#### EXERCISE DIRECTIONS
Each record is to be reproduced verbatim.

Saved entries
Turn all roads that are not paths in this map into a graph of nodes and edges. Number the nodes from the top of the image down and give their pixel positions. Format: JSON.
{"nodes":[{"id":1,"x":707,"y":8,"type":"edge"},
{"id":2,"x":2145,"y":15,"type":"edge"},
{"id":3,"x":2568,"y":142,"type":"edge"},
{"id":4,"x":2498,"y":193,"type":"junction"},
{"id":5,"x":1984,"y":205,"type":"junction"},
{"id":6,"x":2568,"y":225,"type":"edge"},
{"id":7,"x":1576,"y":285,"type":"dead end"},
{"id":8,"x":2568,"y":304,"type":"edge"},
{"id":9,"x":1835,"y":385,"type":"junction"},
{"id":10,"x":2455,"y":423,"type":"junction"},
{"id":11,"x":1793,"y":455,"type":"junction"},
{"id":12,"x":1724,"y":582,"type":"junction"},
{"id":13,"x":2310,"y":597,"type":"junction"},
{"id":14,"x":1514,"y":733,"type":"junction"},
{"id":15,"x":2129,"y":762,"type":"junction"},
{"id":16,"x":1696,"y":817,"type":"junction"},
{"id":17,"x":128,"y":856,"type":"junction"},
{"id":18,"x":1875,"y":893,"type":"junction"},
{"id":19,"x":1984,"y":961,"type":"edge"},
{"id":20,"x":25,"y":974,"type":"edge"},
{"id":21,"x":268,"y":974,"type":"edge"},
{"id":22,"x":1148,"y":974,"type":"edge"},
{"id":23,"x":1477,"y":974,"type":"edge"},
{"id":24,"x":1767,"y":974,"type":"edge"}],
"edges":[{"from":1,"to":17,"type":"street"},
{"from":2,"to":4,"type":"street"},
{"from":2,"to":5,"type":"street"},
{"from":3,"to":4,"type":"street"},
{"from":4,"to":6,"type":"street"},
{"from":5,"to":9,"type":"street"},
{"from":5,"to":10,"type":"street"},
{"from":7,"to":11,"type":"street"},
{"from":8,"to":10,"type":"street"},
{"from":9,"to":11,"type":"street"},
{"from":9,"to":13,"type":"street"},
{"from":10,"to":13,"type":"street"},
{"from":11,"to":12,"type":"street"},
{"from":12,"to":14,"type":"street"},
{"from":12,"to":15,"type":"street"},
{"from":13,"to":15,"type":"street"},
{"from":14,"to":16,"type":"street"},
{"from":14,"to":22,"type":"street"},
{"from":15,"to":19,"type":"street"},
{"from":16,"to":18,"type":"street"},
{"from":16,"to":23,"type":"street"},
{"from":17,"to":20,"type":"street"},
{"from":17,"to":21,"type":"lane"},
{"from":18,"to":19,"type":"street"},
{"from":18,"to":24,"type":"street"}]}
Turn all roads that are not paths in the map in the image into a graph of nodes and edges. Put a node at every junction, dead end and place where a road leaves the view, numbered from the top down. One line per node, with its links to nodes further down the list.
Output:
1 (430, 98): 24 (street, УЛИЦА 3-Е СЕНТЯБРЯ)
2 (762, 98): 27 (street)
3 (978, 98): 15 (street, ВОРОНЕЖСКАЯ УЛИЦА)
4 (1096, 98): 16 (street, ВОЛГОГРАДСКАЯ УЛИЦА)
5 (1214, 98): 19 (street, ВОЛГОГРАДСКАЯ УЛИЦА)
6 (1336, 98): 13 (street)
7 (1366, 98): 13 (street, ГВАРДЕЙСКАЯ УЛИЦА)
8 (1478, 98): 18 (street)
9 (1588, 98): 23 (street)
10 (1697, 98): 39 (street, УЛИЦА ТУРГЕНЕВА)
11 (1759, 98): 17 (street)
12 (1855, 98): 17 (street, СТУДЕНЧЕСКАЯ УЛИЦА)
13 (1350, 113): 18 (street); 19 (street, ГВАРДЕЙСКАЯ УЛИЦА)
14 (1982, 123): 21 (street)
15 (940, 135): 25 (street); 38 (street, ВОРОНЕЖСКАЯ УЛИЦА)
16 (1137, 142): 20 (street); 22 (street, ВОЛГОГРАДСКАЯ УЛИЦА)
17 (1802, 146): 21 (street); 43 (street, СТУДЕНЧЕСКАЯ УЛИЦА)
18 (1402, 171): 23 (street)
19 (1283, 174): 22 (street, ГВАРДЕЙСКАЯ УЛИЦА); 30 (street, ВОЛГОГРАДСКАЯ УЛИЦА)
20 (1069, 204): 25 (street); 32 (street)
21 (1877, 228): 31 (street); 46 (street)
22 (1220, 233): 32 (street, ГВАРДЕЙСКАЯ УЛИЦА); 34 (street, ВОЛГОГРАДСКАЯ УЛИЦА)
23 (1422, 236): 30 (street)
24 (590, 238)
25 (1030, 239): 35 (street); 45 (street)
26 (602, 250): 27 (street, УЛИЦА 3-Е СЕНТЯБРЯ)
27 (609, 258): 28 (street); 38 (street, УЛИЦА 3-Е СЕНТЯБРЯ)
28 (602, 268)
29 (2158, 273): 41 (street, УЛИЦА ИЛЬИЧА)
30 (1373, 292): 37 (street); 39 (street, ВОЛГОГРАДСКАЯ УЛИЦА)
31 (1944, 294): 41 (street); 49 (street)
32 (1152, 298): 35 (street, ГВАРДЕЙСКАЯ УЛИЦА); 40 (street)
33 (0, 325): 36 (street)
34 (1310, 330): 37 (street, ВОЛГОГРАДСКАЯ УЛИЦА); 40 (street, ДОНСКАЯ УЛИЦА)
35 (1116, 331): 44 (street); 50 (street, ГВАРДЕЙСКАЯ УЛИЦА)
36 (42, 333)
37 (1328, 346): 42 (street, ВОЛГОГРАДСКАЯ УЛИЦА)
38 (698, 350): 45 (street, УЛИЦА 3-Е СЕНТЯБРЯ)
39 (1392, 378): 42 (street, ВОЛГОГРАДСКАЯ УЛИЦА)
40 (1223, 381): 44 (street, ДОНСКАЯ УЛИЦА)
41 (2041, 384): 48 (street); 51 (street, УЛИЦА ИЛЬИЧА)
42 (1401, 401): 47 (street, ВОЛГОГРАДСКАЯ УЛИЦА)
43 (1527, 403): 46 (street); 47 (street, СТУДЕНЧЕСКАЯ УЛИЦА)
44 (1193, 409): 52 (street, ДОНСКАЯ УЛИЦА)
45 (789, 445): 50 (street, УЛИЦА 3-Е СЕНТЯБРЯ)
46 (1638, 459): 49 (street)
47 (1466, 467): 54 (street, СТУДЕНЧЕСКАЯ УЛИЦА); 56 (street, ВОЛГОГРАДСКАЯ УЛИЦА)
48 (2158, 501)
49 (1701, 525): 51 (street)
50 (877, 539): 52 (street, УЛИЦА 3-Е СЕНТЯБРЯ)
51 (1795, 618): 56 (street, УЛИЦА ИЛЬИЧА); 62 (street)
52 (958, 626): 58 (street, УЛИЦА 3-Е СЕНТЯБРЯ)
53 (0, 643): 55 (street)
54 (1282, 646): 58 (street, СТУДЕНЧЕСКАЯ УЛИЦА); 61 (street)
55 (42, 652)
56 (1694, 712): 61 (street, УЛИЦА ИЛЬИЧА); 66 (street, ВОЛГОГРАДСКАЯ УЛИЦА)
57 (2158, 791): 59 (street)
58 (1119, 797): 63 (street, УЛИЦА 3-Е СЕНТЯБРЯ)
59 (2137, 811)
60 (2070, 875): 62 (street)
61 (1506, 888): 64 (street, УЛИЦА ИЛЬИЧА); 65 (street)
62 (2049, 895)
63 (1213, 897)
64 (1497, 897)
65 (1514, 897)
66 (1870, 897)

#### REPLY TO THE TASK
Turn all roads that are not paths in this map into a graph of nodes and edges. Number the nodes from the top of the image down and give their pixel positions. Format: JSON.
{"nodes":[{"id":1,"x":707,"y":8,"type":"edge"},
{"id":2,"x":2145,"y":15,"type":"edge"},
{"id":3,"x":2568,"y":142,"type":"edge"},
{"id":4,"x":2498,"y":193,"type":"junction"},
{"id":5,"x":1984,"y":205,"type":"junction"},
{"id":6,"x":2568,"y":225,"type":"edge"},
{"id":7,"x":1576,"y":285,"type":"dead end"},
{"id":8,"x":2568,"y":304,"type":"edge"},
{"id":9,"x":1835,"y":385,"type":"junction"},
{"id":10,"x":2455,"y":423,"type":"junction"},
{"id":11,"x":1793,"y":455,"type":"junction"},
{"id":12,"x":1724,"y":582,"type":"junction"},
{"id":13,"x":2310,"y":597,"type":"junction"},
{"id":14,"x":1514,"y":733,"type":"junction"},
{"id":15,"x":2129,"y":762,"type":"junction"},
{"id":16,"x":1696,"y":817,"type":"junction"},
{"id":17,"x":128,"y":856,"type":"junction"},
{"id":18,"x":1875,"y":893,"type":"junction"},
{"id":19,"x":1984,"y":961,"type":"edge"},
{"id":20,"x":25,"y":974,"type":"edge"},
{"id":21,"x":268,"y":974,"type":"edge"},
{"id":22,"x":1148,"y":974,"type":"edge"},
{"id":23,"x":1477,"y":974,"type":"edge"},
{"id":24,"x":1767,"y":974,"type":"edge"}],
"edges":[{"from":1,"to":17,"type":"street"},
{"from":2,"to":4,"type":"street"},
{"from":2,"to":5,"type":"street"},
{"from":3,"to":4,"type":"street"},
{"from":4,"to":6,"type":"street"},
{"from":5,"to":9,"type":"street"},
{"from":5,"to":10,"type":"street"},
{"from":7,"to":11,"type":"street"},
{"from":8,"to":10,"type":"street"},
{"from":9,"to":11,"type":"street"},
{"from":9,"to":13,"type":"street"},
{"from":10,"to":13,"type":"street"},
{"from":11,"to":12,"type":"street"},
{"from":12,"to":14,"type":"street"},
{"from":12,"to":15,"type":"street"},
{"from":13,"to":15,"type":"street"},
{"from":14,"to":16,"type":"street"},
{"from":14,"to":22,"type":"street"},
{"from":15,"to":19,"type":"street"},
{"from":16,"to":18,"type":"street"},
{"from":16,"to":23,"type":"street"},
{"from":17,"to":20,"type":"street"},
{"from":17,"to":21,"type":"lane"},
{"from":18,"to":19,"type":"street"},
{"from":18,"to":24,"type":"street"}]}
Turn all roads that are not paths in the map in the image into a graph of nodes and edges. Put a node at every junction, dead end and place where a road leaves the view, numbered from the top down. One line per node, with its links to nodes further down the list.
Output:
1 (430, 98): 24 (street, УЛИЦА 3-Е СЕНТЯБРЯ)
2 (762, 98): 27 (street)
3 (978, 98): 15 (street, ВОРОНЕЖСКАЯ УЛИЦА)
4 (1096, 98): 16 (street, ВОЛГОГРАДСКАЯ УЛИЦА)
5 (1214, 98): 19 (street, ВОЛГОГРАДСКАЯ УЛИЦА)
6 (1336, 98): 13 (street)
7 (1366, 98): 13 (street, ГВАРДЕЙСКАЯ УЛИЦА)
8 (1478, 98): 18 (street)
9 (1588, 98): 23 (street)
10 (1697, 98): 39 (street, УЛИЦА ТУРГЕНЕВА)
11 (1759, 98): 17 (street)
12 (1855, 98): 17 (street, СТУДЕНЧЕСКАЯ УЛИЦА)
13 (1350, 113): 18 (street); 19 (street, ГВАРДЕЙСКАЯ УЛИЦА)
14 (1982, 123): 21 (street)
15 (940, 135): 25 (street); 38 (street, ВОРОНЕЖСКАЯ УЛИЦА)
16 (1137, 142): 20 (street); 22 (street, ВОЛГОГРАДСКАЯ УЛИЦА)
17 (1802, 146): 21 (street); 43 (street, СТУДЕНЧЕСКАЯ УЛИЦА)
18 (1402, 171): 23 (street)
19 (1283, 174): 22 (street, ГВАРДЕЙСКАЯ УЛИЦА); 30 (street, ВОЛГОГРАДСКАЯ УЛИЦА)
20 (1069, 204): 25 (street); 32 (street)
21 (1877, 228): 31 (street); 46 (street)
22 (1220, 233): 32 (street, ГВАРДЕЙСКАЯ УЛИЦА); 34 (street, ВОЛГОГРАДСКАЯ УЛИЦА)
23 (1422, 236): 30 (street)
24 (590, 238)
25 (1030, 239): 35 (street); 45 (street)
26 (602, 250): 27 (street, УЛИЦА 3-Е СЕНТЯБРЯ)
27 (609, 258): 28 (street); 38 (street, УЛИЦА 3-Е СЕНТЯБРЯ)
28 (602, 268)
29 (2158, 273): 41 (street, УЛИЦА ИЛЬИЧА)
30 (1373, 292): 37 (street); 39 (street, ВОЛГОГРАДСКАЯ УЛИЦА)
31 (1944, 294): 41 (street); 49 (street)
32 (1152, 298): 35 (street, ГВАРДЕЙСКАЯ УЛИЦА); 40 (street)
33 (0, 325): 36 (street)
34 (1310, 330): 37 (street, ВОЛГОГРАДСКАЯ УЛИЦА); 40 (street, ДОНСКАЯ УЛИЦА)
35 (1116, 331): 44 (street); 50 (street, ГВАРДЕЙСКАЯ УЛИЦА)
36 (42, 333)
37 (1328, 346): 42 (street, ВОЛГОГРАДСКАЯ УЛИЦА)
38 (698, 350): 45 (street, УЛИЦА 3-Е СЕНТЯБРЯ)
39 (1392, 378): 42 (street, ВОЛГОГРАДСКАЯ УЛИЦА)
40 (1223, 381): 44 (street, ДОНСКАЯ УЛИЦА)
41 (2041, 384): 48 (street); 51 (street, УЛИЦА ИЛЬИЧА)
42 (1401, 401): 47 (street, ВОЛГОГРАДСКАЯ УЛИЦА)
43 (1527, 403): 46 (street); 47 (street, СТУДЕНЧЕСКАЯ УЛИЦА)
44 (1193, 409): 52 (street, ДОНСКАЯ УЛИЦА)
45 (789, 445): 50 (street, УЛИЦА 3-Е СЕНТЯБРЯ)
46 (1638, 459): 49 (street)
47 (1466, 467): 54 (street, СТУДЕНЧЕСКАЯ УЛИЦА); 56 (street, ВОЛГОГРАДСКАЯ УЛИЦА)
48 (2158, 501)
49 (1701, 525): 51 (street)
50 (877, 539): 52 (street, УЛИЦА 3-Е СЕНТЯБРЯ)
51 (1795, 618): 56 (street, УЛИЦА ИЛЬИЧА); 62 (street)
52 (958, 626): 58 (street, УЛИЦА 3-Е СЕНТЯБРЯ)
53 (0, 643): 55 (street)
54 (1282, 646): 58 (street, СТУДЕНЧЕСКАЯ УЛИЦА); 61 (street)
55 (42, 652)
56 (1694, 712): 61 (street, УЛИЦА ИЛЬИЧА); 66 (street, ВОЛГОГРАДСКАЯ УЛИЦА)
57 (2158, 791): 59 (street)
58 (1119, 797): 63 (street, УЛИЦА 3-Е СЕНТЯБРЯ)
59 (2137, 811)
60 (2070, 875): 62 (street)
61 (1506, 888): 64 (street, УЛИЦА ИЛЬИЧА); 65 (street)
62 (2049, 895)
63 (1213, 897)
64 (1497, 897)
65 (1514, 897)
66 (1870, 897)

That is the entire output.